> **EXERCISE DIRECTIONS**:
Each entry must be printed again without a single change.

> **GIVEN DATA**:
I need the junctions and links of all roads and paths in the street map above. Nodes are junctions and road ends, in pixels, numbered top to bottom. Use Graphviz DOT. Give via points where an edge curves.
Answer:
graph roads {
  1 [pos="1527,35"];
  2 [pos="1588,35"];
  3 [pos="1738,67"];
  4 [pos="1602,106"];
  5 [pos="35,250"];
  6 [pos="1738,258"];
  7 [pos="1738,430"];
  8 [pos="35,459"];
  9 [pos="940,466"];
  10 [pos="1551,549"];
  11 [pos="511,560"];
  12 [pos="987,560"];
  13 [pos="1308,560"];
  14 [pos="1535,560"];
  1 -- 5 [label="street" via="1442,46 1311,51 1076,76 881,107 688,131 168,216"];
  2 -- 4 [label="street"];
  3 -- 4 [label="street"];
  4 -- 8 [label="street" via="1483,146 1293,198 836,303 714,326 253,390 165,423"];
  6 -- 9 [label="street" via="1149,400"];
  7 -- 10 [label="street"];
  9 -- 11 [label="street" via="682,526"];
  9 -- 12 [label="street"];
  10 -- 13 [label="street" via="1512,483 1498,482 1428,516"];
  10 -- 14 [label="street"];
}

> **REPLY TO THE EXERCISE**:
I need the junctions and links of all roads and paths in the street map above. Nodes are junctions and road ends, in pixels, numbered top to bottom. Use Graphviz DOT. Give via points where an edge curves.
Answer:
graph roads {
  1 [pos="1527,35"];
  2 [pos="1588,35"];
  3 [pos="1738,67"];
  4 [pos="1602,106"];
  5 [pos="35,250"];
  6 [pos="1738,258"];
  7 [pos="1738,430"];
  8 [pos="35,459"];
  9 [pos="940,466"];
  10 [pos="1551,549"];
  11 [pos="511,560"];
  12 [pos="987,560"];
  13 [pos="1308,560"];
  14 [pos="1535,560"];
  1 -- 5 [label="street" via="1442,46 1311,51 1076,76 881,107 688,131 168,216"];
  2 -- 4 [label="street"];
  3 -- 4 [label="street"];
  4 -- 8 [label="street" via="1483,146 1293,198 836,303 714,326 253,390 165,423"];
  6 -- 9 [label="street" via="1149,400"];
  7 -- 10 [label="street"];
  9 -- 11 [label="street" via="682,526"];
  9 -- 12 [label="street"];
  10 -- 13 [label="street" via="1512,483 1498,482 1428,516"];
  10 -- 14 [label="street"];
}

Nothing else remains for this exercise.